Doit-on prescrire des talonnettes dans ces compensations au 2e et au 3e degré ? À notre avis, non. Il semble que le fait de placer une talonnette sous la jambe courte a tendance à exagérer la rotexion des vertèbres lombaires, produisant ainsi une courbe inversée plus importante, tandis que les talonnettes placées sous la jambe longue tendent à accentuer l’inclinaison latérale compensatrice du sacrum et du bassin avec des conséquences nuisibles similaires.

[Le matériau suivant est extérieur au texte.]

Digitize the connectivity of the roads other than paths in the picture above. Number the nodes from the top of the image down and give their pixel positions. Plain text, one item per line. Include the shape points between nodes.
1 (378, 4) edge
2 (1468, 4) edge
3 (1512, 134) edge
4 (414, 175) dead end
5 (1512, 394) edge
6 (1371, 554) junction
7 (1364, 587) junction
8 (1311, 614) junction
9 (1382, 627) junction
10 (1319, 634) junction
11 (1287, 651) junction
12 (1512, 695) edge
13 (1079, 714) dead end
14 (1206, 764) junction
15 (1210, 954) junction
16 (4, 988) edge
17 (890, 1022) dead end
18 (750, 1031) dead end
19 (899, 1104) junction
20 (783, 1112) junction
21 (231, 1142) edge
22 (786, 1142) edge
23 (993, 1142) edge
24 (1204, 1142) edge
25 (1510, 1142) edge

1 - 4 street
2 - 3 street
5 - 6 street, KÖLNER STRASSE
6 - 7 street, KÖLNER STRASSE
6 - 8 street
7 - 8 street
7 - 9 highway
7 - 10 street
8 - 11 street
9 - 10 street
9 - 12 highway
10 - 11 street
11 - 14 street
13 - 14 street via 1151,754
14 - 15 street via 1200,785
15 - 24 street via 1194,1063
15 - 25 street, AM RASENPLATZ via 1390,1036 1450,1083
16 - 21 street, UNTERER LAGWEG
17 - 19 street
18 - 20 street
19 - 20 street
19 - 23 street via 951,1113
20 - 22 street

Que doit-on faire alors ? La lésion sacrale produite par le déplacement du poids vers le coté supérieur et par la rotexion des vertèbres lombaires doit, si possible, être corrigé et l’ancien schéma d’aise-normale flexion latérale des corps vers le côté supérieur, et rotation des corps vers le côté inférieur doit être reconstitué. La compensation au premier degré ainsi obtenue, peut alors être traitée par le port d’une talonnette et par tout autre mesure appropriée. La transformation d’une compensation au 2e et 3e degré en une compensation au 1er degré est une tâche si ardue qu’elle ne doit pas être considérée à la légère par l’ostéopathe ou par le patient, tous deux devant coopérer totalement afin d’assurer le résultat désiré. L’effort du patient consiste à maintenir, par une posture adéquate, la flexion de la région lombaire (lordose normale).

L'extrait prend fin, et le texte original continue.